Your instructions:
Lines in the listing below that include the word "Centauro" need to be copied.

Source material:
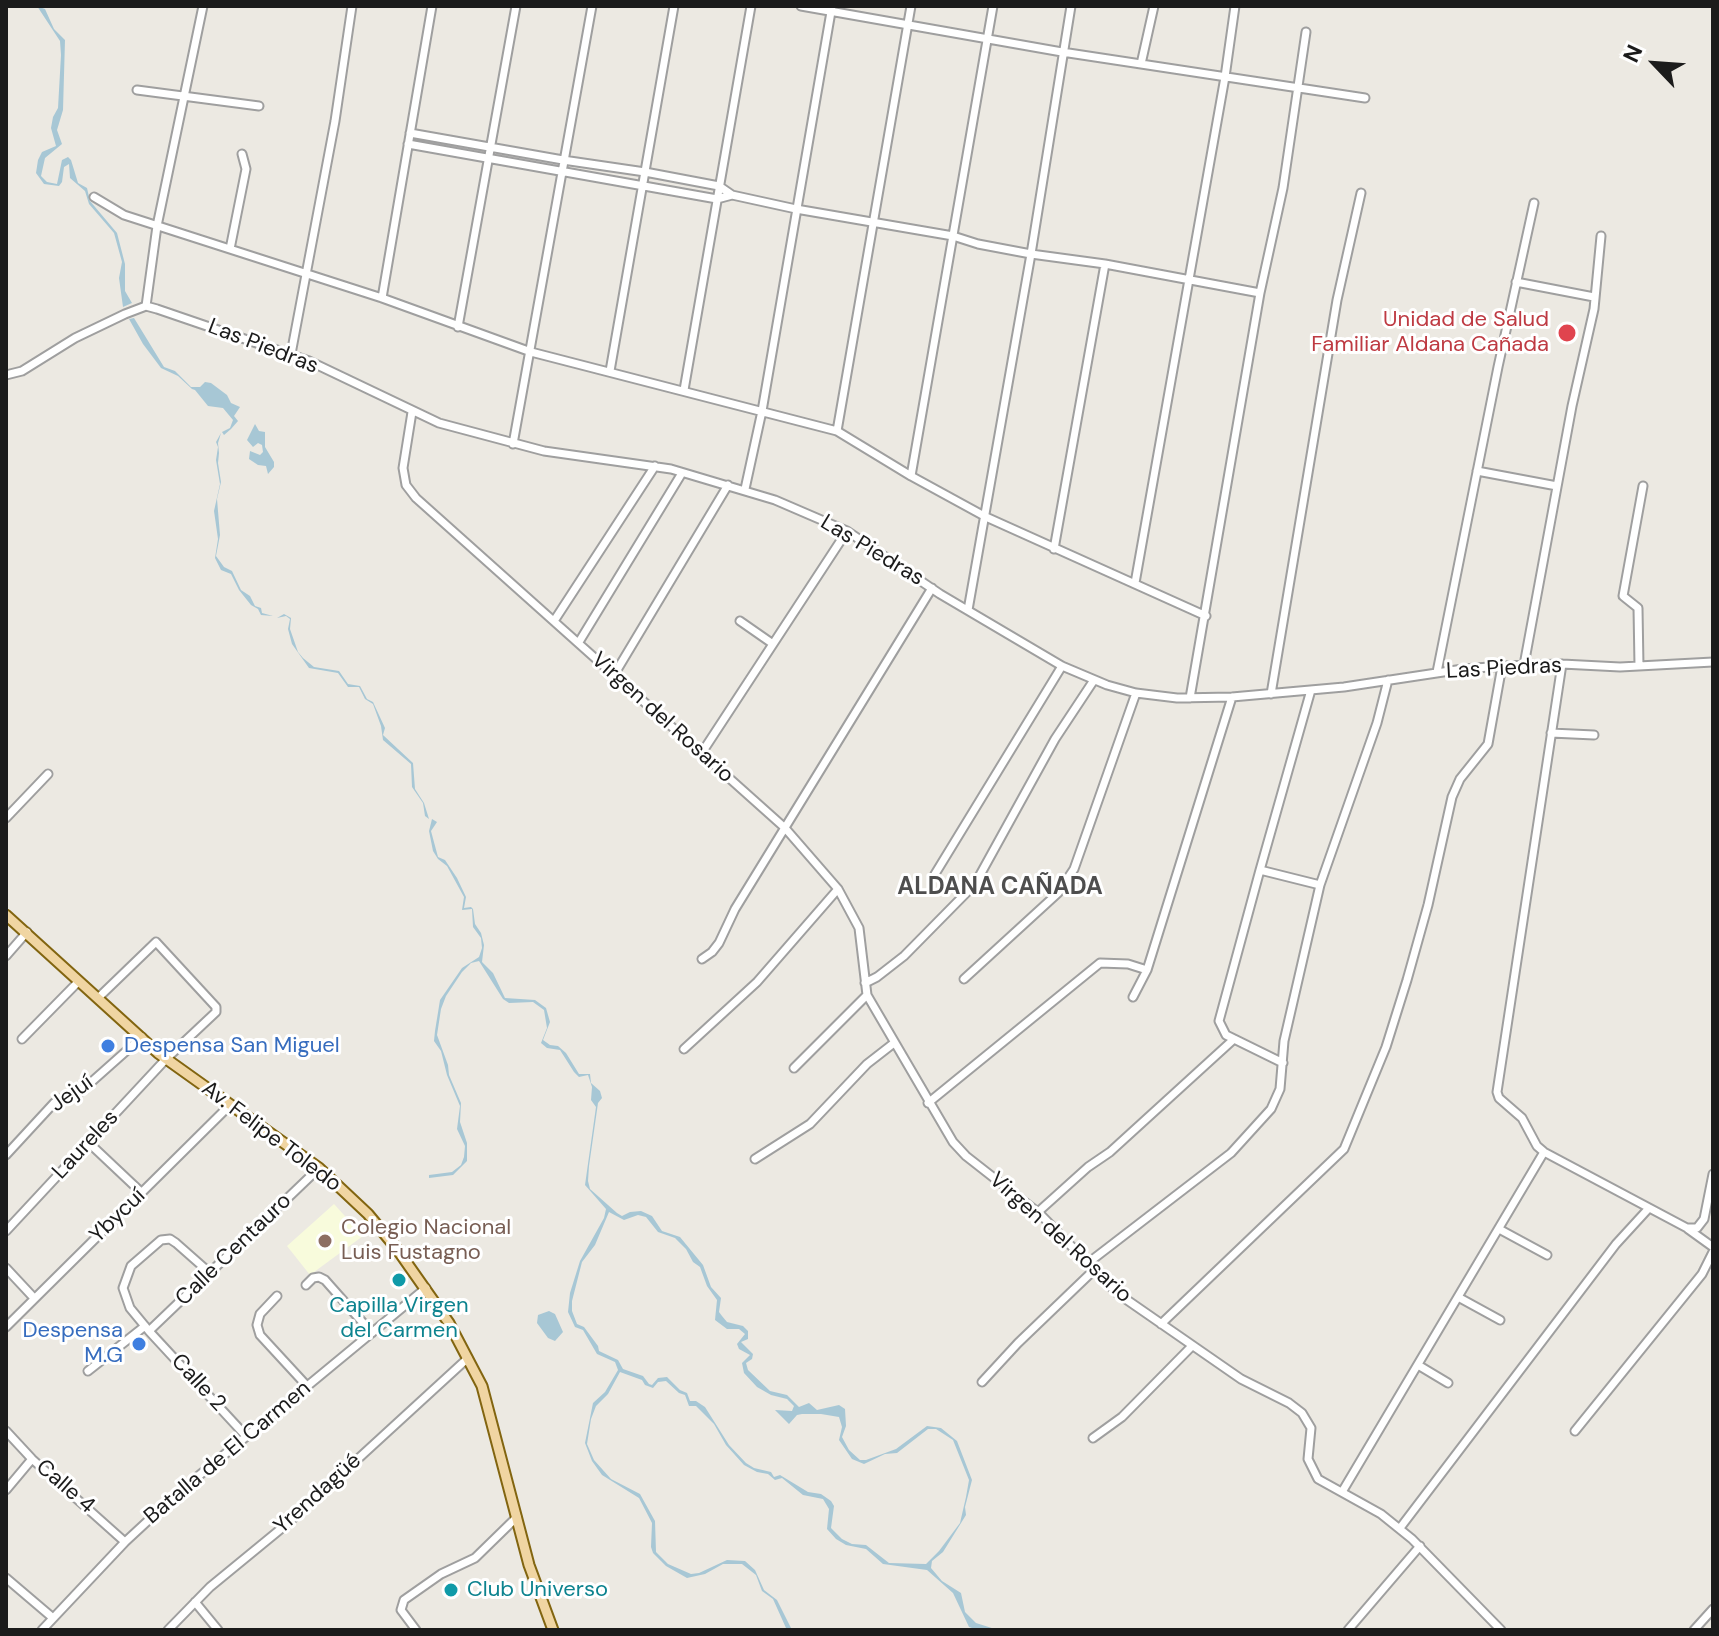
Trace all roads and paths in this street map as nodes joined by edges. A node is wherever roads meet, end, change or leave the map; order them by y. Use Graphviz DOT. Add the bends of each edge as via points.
graph roads {
  1 [pos="203,6"];
  2 [pos="352,6"];
  3 [pos="432,6"];
  4 [pos="516,6"];
  5 [pos="592,6"];
  6 [pos="674,6"];
  7 [pos="751,6"];
  8 [pos="801,6"];
  9 [pos="911,6"];
  10 [pos="993,6"];
  11 [pos="1071,6"];
  12 [pos="1154,6"];
  13 [pos="1235,6"];
  14 [pos="831,8"];
  15 [pos="908,25"];
  16 [pos="1306,32"];
  17 [pos="987,37"];
  18 [pos="1062,52"];
  19 [pos="1141,64"];
  20 [pos="1225,77"];
  21 [pos="1296,88"];
  22 [pos="137,90"];
  23 [pos="184,98"];
  24 [pos="1365,98"];
  25 [pos="259,106"];
  26 [pos="410,133"];
  27 [pos="408,144"];
  28 [pos="491,147"];
  29 [pos="242,154"];
  30 [pos="488,158"];
  31 [pos="563,160"];
  32 [pos="561,171"];
  33 [pos="645,172"];
  34 [pos="643,185"];
  35 [pos="719,186"];
  36 [pos="1361,193"];
  37 [pos="732,195"];
  38 [pos="94,197"];
  39 [pos="717,199"];
  40 [pos="1534,203"];
  41 [pos="796,209"];
  42 [pos="873,222"];
  43 [pos="157,226"];
  44 [pos="953,236"];
  45 [pos="1601,236"];
  46 [pos="230,249"];
  47 [pos="1031,254"];
  48 [pos="1105,264"];
  49 [pos="308,274"];
  50 [pos="1189,279"];
  51 [pos="1516,282"];
  52 [pos="1260,293"];
  53 [pos="1594,297"];
  54 [pos="382,298"];
  55 [pos="146,306"];
  56 [pos="458,327"];
  57 [pos="531,352"];
  58 [pos="291,354"];
  59 [pos="610,371"];
  60 [pos="6,375"];
  61 [pos="684,390"];
  62 [pos="762,411"];
  63 [pos="412,412"];
  64 [pos="837,431"];
  65 [pos="513,444"];
  66 [pos="655,466"];
  67 [pos="1477,471"];
  68 [pos="682,473"];
  69 [pos="911,476"];
  70 [pos="728,485"];
  71 [pos="1557,486"];
  72 [pos="1643,486"];
  73 [pos="745,489"];
  74 [pos="986,517"];
  75 [pos="847,531"];
  76 [pos="1054,549"];
  77 [pos="1135,583"];
  78 [pos="932,588"];
  79 [pos="968,610"];
  80 [pos="1206,616"];
  81 [pos="554,621"];
  82 [pos="740,621"];
  83 [pos="579,642"];
  84 [pos="773,644"];
  85 [pos="1713,662"];
  86 [pos="1562,664"];
  87 [pos="1524,665"];
  88 [pos="1062,666"];
  89 [pos="1502,666"];
  90 [pos="1639,666"];
  91 [pos="1437,672"];
  92 [pos="614,675"];
  93 [pos="1094,680"];
  94 [pos="1388,680"];
  95 [pos="1311,690"];
  96 [pos="1136,693"];
  97 [pos="1271,694"];
  98 [pos="1232,697"];
  99 [pos="1190,698"];
  100 [pos="1551,733"];
  101 [pos="1594,735"];
  102 [pos="701,754"];
  103 [pos="48,774"];
  104 [pos="6,818"];
  105 [pos="785,828"];
  106 [pos="1260,870"];
  107 [pos="935,874"];
  108 [pos="1320,885"];
  109 [pos="838,889"];
  110 [pos="6,915"];
  111 [pos="27,932"];
  112 [pos="6,956"];
  113 [pos="702,959"];
  114 [pos="1147,970"];
  115 [pos="964,979"];
  116 [pos="79,981"];
  117 [pos="865,983"];
  118 [pos="867,995"];
  119 [pos="1133,997"];
  120 [pos="98,998"];
  121 [pos="142,1037"];
  122 [pos="22,1039"];
  123 [pos="1234,1039"];
  124 [pos="894,1043"];
  125 [pos="684,1049"];
  126 [pos="166,1059"];
  127 [pos="1283,1063"];
  128 [pos="794,1068"];
  129 [pos="928,1103"];
  130 [pos="230,1105"];
  131 [pos="89,1143"];
  132 [pos="1544,1152"];
  133 [pos="6,1155"];
  134 [pos="755,1159"];
  135 [pos="319,1168"];
  136 [pos="1713,1174"];
  137 [pos="142,1193"];
  138 [pos="1649,1208"];
  139 [pos="1038,1212"];
  140 [pos="1687,1228"];
  141 [pos="1499,1229"];
  142 [pos="6,1231"];
  143 [pos="1713,1249"];
  144 [pos="1547,1255"];
  145 [pos="1088,1263"];
  146 [pos="6,1268"];
  147 [pos="1094,1270"];
  148 [pos="210,1273"];
  149 [pos="306,1285"];
  150 [pos="426,1288"];
  151 [pos="277,1296"];
  152 [pos="1458,1297"];
  153 [pos="34,1298"];
  154 [pos="1500,1320"];
  155 [pos="1161,1324"];
  156 [pos="6,1327"];
  157 [pos="147,1329"];
  158 [pos="372,1333"];
  159 [pos="1192,1346"];
  160 [pos="468,1358"];
  161 [pos="1418,1365"];
  162 [pos="88,1371"];
  163 [pos="982,1382"];
  164 [pos="1448,1383"];
  165 [pos="307,1386"];
  166 [pos="6,1431"];
  167 [pos="1575,1431"];
  168 [pos="246,1436"];
  169 [pos="1093,1438"];
  170 [pos="32,1459"];
  171 [pos="6,1490"];
  172 [pos="1342,1492"];
  173 [pos="517,1517"];
  174 [pos="1400,1528"];
  175 [pos="125,1542"];
  176 [pos="1420,1546"];
  177 [pos="6,1578"];
  178 [pos="195,1602"];
  179 [pos="1713,1609"];
  180 [pos="53,1618"];
  181 [pos="173,1628"];
  182 [pos="42,1630"];
  183 [pos="218,1630"];
  184 [pos="416,1630"];
  185 [pos="553,1630"];
  186 [pos="1348,1630"];
  187 [pos="1501,1630"];
  188 [pos="1694,1630"];
  1 -- 23 [label="street"];
  2 -- 49 [label="street"];
  3 -- 26 [label="street"];
  4 -- 28 [label="street"];
  5 -- 31 [label="street"];
  6 -- 33 [label="street"];
  7 -- 35 [label="street"];
  8 -- 14 [label="street"];
  9 -- 15 [label="street"];
  10 -- 17 [label="street"];
  11 -- 18 [label="street"];
  12 -- 19 [label="street"];
  13 -- 20 [label="street"];
  14 -- 15 [label="street"];
  14 -- 41 [label="street"];
  15 -- 17 [label="street"];
  15 -- 42 [label="street"];
  16 -- 21 [label="street"];
  17 -- 18 [label="street"];
  17 -- 44 [label="street"];
  18 -- 19 [label="street"];
  18 -- 47 [label="street"];
  19 -- 20 [label="street"];
  20 -- 21 [label="street"];
  20 -- 50 [label="street"];
  21 -- 24 [label="street"];
  21 -- 52 [label="street" via="1283,188"];
  22 -- 23 [label="street"];
  23 -- 25 [label="street"];
  23 -- 43 [label="street"];
  26 -- 27 [label="street"];
  26 -- 28 [label="street"];
  27 -- 30 [label="street"];
  27 -- 54 [label="street"];
  28 -- 30 [label="street"];
  28 -- 31 [label="street"];
  29 -- 46 [label="street" via="246,169"];
  30 -- 32 [label="street"];
  30 -- 56 [label="street"];
  31 -- 32 [label="street"];
  31 -- 33 [label="street"];
  32 -- 34 [label="street"];
  32 -- 57 [label="street"];
  33 -- 34 [label="street"];
  33 -- 35 [label="street"];
  34 -- 39 [label="street"];
  34 -- 59 [label="street"];
  35 -- 37 [label="street"];
  35 -- 39 [label="street"];
  36 -- 97 [label="street" via="1337,300"];
  37 -- 39 [label="street"];
  37 -- 41 [label="street"];
  38 -- 43 [label="street"];
  39 -- 61 [label="street"];
  40 -- 51 [label="street"];
  41 -- 42 [label="street"];
  41 -- 62 [label="street"];
  42 -- 44 [label="street"];
  42 -- 64 [label="street"];
  43 -- 46 [label="street"];
  43 -- 55 [label="street"];
  44 -- 47 [label="street"];
  44 -- 69 [label="street"];
  45 -- 53 [label="street"];
  46 -- 49 [label="street"];
  47 -- 48 [label="street"];
  47 -- 74 [label="street"];
  48 -- 50 [label="street"];
  48 -- 76 [label="street"];
  49 -- 54 [label="street"];
  49 -- 58 [label="street"];
  50 -- 52 [label="street"];
  50 -- 77 [label="street"];
  51 -- 53 [label="street"];
  51 -- 67 [label="street"];
  52 -- 80 [label="street"];
  53 -- 71 [label="street"];
  54 -- 56 [label="street"];
  55 -- 58 [label="street, Las Piedras"];
  55 -- 60 [label="street"];
  56 -- 57 [label="street"];
  57 -- 59 [label="street"];
  57 -- 65 [label="street"];
  58 -- 63 [label="street, Las Piedras"];
  59 -- 61 [label="street"];
  61 -- 62 [label="street"];
  62 -- 64 [label="street"];
  62 -- 73 [label="street"];
  63 -- 65 [label="street, Las Piedras"];
  63 -- 81 [label="street, Virgen del Rosario" via="403,456 406,485"];
  64 -- 69 [label="street"];
  65 -- 66 [label="street, Las Piedras"];
  66 -- 68 [label="street, Las Piedras"];
  66 -- 81 [label="street"];
  67 -- 71 [label="street"];
  67 -- 91 [label="street"];
  68 -- 70 [label="street, Las Piedras"];
  68 -- 83 [label="street"];
  69 -- 74 [label="street"];
  70 -- 73 [label="street, Las Piedras"];
  70 -- 92 [label="street"];
  71 -- 87 [label="street"];
  72 -- 90 [label="street" via="1623,596 1638,608"];
  73 -- 75 [label="street, Las Piedras"];
  74 -- 76 [label="street"];
  74 -- 79 [label="street"];
  75 -- 78 [label="street, Las Piedras"];
  75 -- 84 [label="street"];
  76 -- 77 [label="street"];
  77 -- 80 [label="street"];
  78 -- 79 [label="street, Las Piedras"];
  78 -- 105 [label="street"];
  79 -- 88 [label="street, Las Piedras"];
  80 -- 99 [label="street"];
  81 -- 83 [label="street, Virgen del Rosario"];
  82 -- 84 [label="street"];
  83 -- 92 [label="street, Virgen del Rosario"];
  84 -- 102 [label="street"];
  85 -- 90 [label="street, Las Piedras"];
  86 -- 87 [label="street, Las Piedras"];
  86 -- 90 [label="street, Las Piedras"];
  86 -- 100 [label="street"];
  87 -- 89 [label="street, Las Piedras"];
  88 -- 93 [label="street, Las Piedras"];
  88 -- 107 [label="street"];
  89 -- 91 [label="street, Las Piedras"];
  89 -- 155 [label="street" via="1488,744 1452,797 1407,980 1344,1149"];
  91 -- 94 [label="street, Las Piedras"];
  92 -- 102 [label="street, Virgen del Rosario"];
  93 -- 96 [label="street, Las Piedras"];
  93 -- 117 [label="street" via="975,884 904,956"];
  94 -- 95 [label="street, Las Piedras"];
  94 -- 108 [label="street"];
  95 -- 97 [label="street, Las Piedras"];
  95 -- 106 [label="street"];
  96 -- 99 [label="street, Las Piedras"];
  96 -- 115 [label="street" via="1074,869 1058,893"];
  97 -- 98 [label="street, Las Piedras"];
  98 -- 99 [label="street, Las Piedras"];
  98 -- 114 [label="street"];
  100 -- 101 [label="street"];
  100 -- 132 [label="street" via="1496,1086 1499,1098 1522,1118"];
  102 -- 105 [label="street, Virgen del Rosario"];
  103 -- 104 [label="street"];
  105 -- 109 [label="street, Virgen del Rosario"];
  105 -- 113 [label="street" via="719,943"];
  106 -- 108 [label="street"];
  106 -- 123 [label="street" via="1219,1016 1220,1028"];
  108 -- 127 [label="street"];
  109 -- 117 [label="street, Virgen del Rosario" via="859,928"];
  109 -- 125 [label="street" via="757,982"];
  110 -- 111 [label="main road, Av. Felipe Toledo"];
  111 -- 112 [label="street"];
  111 -- 116 [label="main road, Av. Felipe Toledo"];
  114 -- 119 [label="street"];
  114 -- 129 [label="street" via="1100,963"];
  116 -- 120 [label="main road, Av. Felipe Toledo"];
  116 -- 122 [label="street"];
  117 -- 118 [label="street, Virgen del Rosario"];
  118 -- 124 [label="street, Virgen del Rosario"];
  118 -- 128 [label="street"];
  120 -- 121 [label="main road, Av. Felipe Toledo"];
  120 -- 126 [label="street, Laureles" via="159,943 216,1007 213,1017"];
  121 -- 126 [label="main road, Av. Felipe Toledo"];
  121 -- 133 [label="street, Jejuí" via="79,1093 54,1103"];
  123 -- 127 [label="street"];
  123 -- 139 [label="street"];
  124 -- 129 [label="street, Virgen del Rosario"];
  124 -- 134 [label="street" via="810,1124"];
  126 -- 130 [label="main road, Av. Felipe Toledo"];
  126 -- 131 [label="street, Laureles"];
  127 -- 145 [label="street" via="1280,1089 1252,1132"];
  129 -- 139 [label="street, Virgen del Rosario" via="966,1156"];
  130 -- 135 [label="main road, Av. Felipe Toledo"];
  130 -- 137 [label="street, Ybycuí"];
  131 -- 137 [label="street"];
  131 -- 142 [label="street, Laureles"];
  132 -- 138 [label="street"];
  132 -- 141 [label="street"];
  135 -- 148 [label="street, Calle Centauro"];
  135 -- 150 [label="main road, Av. Felipe Toledo" via="368,1214"];
  136 -- 140 [label="street" via="1704,1219 1697,1228"];
  137 -- 153 [label="street, Ybycuí"];
  138 -- 140 [label="street"];
  138 -- 174 [label="street"];
  139 -- 145 [label="street, Virgen del Rosario"];
  140 -- 143 [label="street"];
  141 -- 144 [label="street"];
  141 -- 152 [label="street"];
  143 -- 167 [label="street" via="1702,1274"];
  145 -- 147 [label="street, Virgen del Rosario"];
  146 -- 153 [label="street"];
  147 -- 155 [label="street, Virgen del Rosario"];
  147 -- 163 [label="street"];
  148 -- 157 [label="street, Calle Centauro"];
  148 -- 157 [label="street, Calle 2" via="170,1239 153,1245 131,1266 123,1288 130,1308"];
  149 -- 158 [label="street" via="313,1278 325,1280"];
  150 -- 158 [label="street, Batalla de El Carmen"];
  150 -- 160 [label="main road, Av. Felipe Toledo"];
  151 -- 165 [label="street" via="260,1314 260,1335"];
  152 -- 154 [label="street"];
  152 -- 161 [label="street"];
  153 -- 156 [label="street, Ybycuí"];
  155 -- 159 [label="street, Virgen del Rosario"];
  157 -- 162 [label="street, Calle Centauro"];
  157 -- 168 [label="street, Calle 2"];
  158 -- 165 [label="street, Batalla de El Carmen"];
  159 -- 169 [label="street" via="1122,1417"];
  159 -- 172 [label="street, Virgen del Rosario" via="1302,1413 1311,1428 1312,1473"];
  160 -- 173 [label="main road, Av. Felipe Toledo" via="482,1386"];
  160 -- 178 [label="street, Yrendagüé"];
  161 -- 164 [label="street"];
  161 -- 172 [label="street"];
  165 -- 168 [label="street, Batalla de El Carmen"];
  166 -- 170 [label="street, Calle 4"];
  168 -- 175 [label="street, Batalla de El Carmen"];
  170 -- 171 [label="street"];
  170 -- 175 [label="street, Calle 4"];
  172 -- 174 [label="street, Virgen del Rosario"];
  173 -- 184 [label="street" via="475,1558 404,1600 401,1610"];
  173 -- 185 [label="main road, Av. Felipe Toledo"];
  174 -- 176 [label="street, Virgen del Rosario"];
  175 -- 180 [label="street, Batalla de El Carmen"];
  176 -- 186 [label="street"];
  176 -- 187 [label="street, Virgen del Rosario"];
  177 -- 180 [label="street"];
  178 -- 181 [label="street, Yrendagüé"];
  178 -- 183 [label="street"];
  179 -- 188 [label="street"];
  180 -- 182 [label="street, Batalla de El Carmen"];
}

Result of the exercise:
  135 -- 148 [label="street, Calle Centauro"];
  148 -- 157 [label="street, Calle Centauro"];
  157 -- 162 [label="street, Calle Centauro"];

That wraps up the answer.